Most people tend to dismiss SAD as just extreme shyness. However, one thing that differentiates both characteristics is that SAD can have intense symptoms to a particular person such as racing heart, shortness of breath, sweating, or shaking. Unfortunately, these signs usually do not go away but get worse as the situation happens. A person with SAD usually unable to control their feelings. 

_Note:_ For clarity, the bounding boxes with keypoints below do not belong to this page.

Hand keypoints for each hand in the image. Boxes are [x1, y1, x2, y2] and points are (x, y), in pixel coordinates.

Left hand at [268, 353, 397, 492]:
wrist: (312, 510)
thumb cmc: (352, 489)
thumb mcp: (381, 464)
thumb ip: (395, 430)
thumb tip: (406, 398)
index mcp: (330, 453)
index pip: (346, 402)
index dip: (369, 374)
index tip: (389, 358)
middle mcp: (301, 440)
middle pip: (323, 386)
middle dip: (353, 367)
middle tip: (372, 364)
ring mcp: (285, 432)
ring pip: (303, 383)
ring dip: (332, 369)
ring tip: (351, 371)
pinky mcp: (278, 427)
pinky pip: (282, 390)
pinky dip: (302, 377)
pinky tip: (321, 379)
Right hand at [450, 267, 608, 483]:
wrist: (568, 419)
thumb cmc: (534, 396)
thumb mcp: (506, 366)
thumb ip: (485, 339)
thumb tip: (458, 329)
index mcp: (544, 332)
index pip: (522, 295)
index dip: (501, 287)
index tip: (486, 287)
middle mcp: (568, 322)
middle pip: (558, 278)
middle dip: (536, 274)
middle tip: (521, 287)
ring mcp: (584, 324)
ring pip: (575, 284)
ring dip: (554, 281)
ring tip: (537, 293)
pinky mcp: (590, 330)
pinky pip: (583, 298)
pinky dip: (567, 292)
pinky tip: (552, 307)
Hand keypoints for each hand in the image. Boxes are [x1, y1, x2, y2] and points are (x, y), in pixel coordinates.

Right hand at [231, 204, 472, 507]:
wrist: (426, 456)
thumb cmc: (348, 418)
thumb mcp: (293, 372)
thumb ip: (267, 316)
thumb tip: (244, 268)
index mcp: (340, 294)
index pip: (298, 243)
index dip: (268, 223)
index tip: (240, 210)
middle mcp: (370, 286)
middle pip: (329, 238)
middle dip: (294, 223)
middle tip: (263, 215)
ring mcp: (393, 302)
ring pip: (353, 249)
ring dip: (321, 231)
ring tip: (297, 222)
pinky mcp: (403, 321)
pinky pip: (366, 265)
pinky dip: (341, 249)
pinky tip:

What it Likes to Live with Social Anxiety Disorder

Living with social anxiety disorder is a real life-limiting condition for several reasons. One, SAD has physical symptoms that may difficult to endure and also gives people a hard time about it. In most cases, these people usually avoid social contact because it makes them feel uncomfortable. One thing that people should know is that panic attacks can happen anywhere and at any time. For instance, talking to strangers, speaking in public, dating, making eye contact, entering rooms, using public restrooms, going to parties, eating in front of other people, going to school or work, starting conversations, and many more. 

According to WebMD, there are several different reasons why socially anxious people feel that way but mostly, they feel an overwhelming fear of being judged by others in social situations, being embarrassed or humiliated, accidentally offending someone, and being the center of attention. Some of the physical symptoms that might occur are a rapid heartbeat, muscle tension, dizziness and lightheadedness, stomach trouble and diarrhea, inability to catch a breath, and "out-of-body” sensation. 

Above all, SAD limits or prevents people from living their life because they will avoid situations that most people considered "normal." It can lead to negative thoughts, low self-esteem, depression, sensitivity to criticism, and poor social skills that don’t improve. 

Introverts More Likely to Suffer from 'Hangxiety'

In a recent study conducted by the researchers from the University of Exeter and UCL, they have found out that although there has been a slight decreased of anxiety in highly shy people when they drink about six units of alcohol, it would be replaced by a state of "hangxiety" - anxiety during a hangover - among the shy drinkers the next day. 

According to Science Daily, the study has found a strong link between hangxiety and alcohol use disorder (AUD) in highly shy people through using the AUDIT test. In an interview, Professor Celia Morgan of the University of Exeter said, "We know that many people drink to ease anxiety felt in social situations, but this research suggests that this might have rebound consequences the next day, with more shy individuals more likely to experience this, sometimes debilitating, an aspect of a hangover. These findings also suggest that hangxiety, in turn, might be linked to people's chance of developing a problem with alcohol."

Professor Morgan also added that to help people transition away from heavy alcohol use, they should accept being shy or being an introvert first. "It's a positive trait. It's OK to be quiet," she added.

How to Overcome Social Anxiety

Although this might seem hard for some people suffering from SAD, it would help to try managing your feelings, especially in a social situation. According to WebMD, the best way to treat these conditions is through cognitive behavioral therapy or medication. People can join 12 to 16 therapy sessions that aim to build your confidence, get out of your comfort zone, and help you manage the situations that scare you most. Engaging in social skills training and role-playing are also good choices to overcome social anxiety. 

Additionally, taking care of yourself is a big factor such as getting enough sleep, exercising, limiting alcohol and caffeine. In some cases, therapists would suggest taking antidepressants to treat your social anxiety disorder such as fluoxetine (Prozac), paroxetine (Paxil), and sertraline (Zoloft).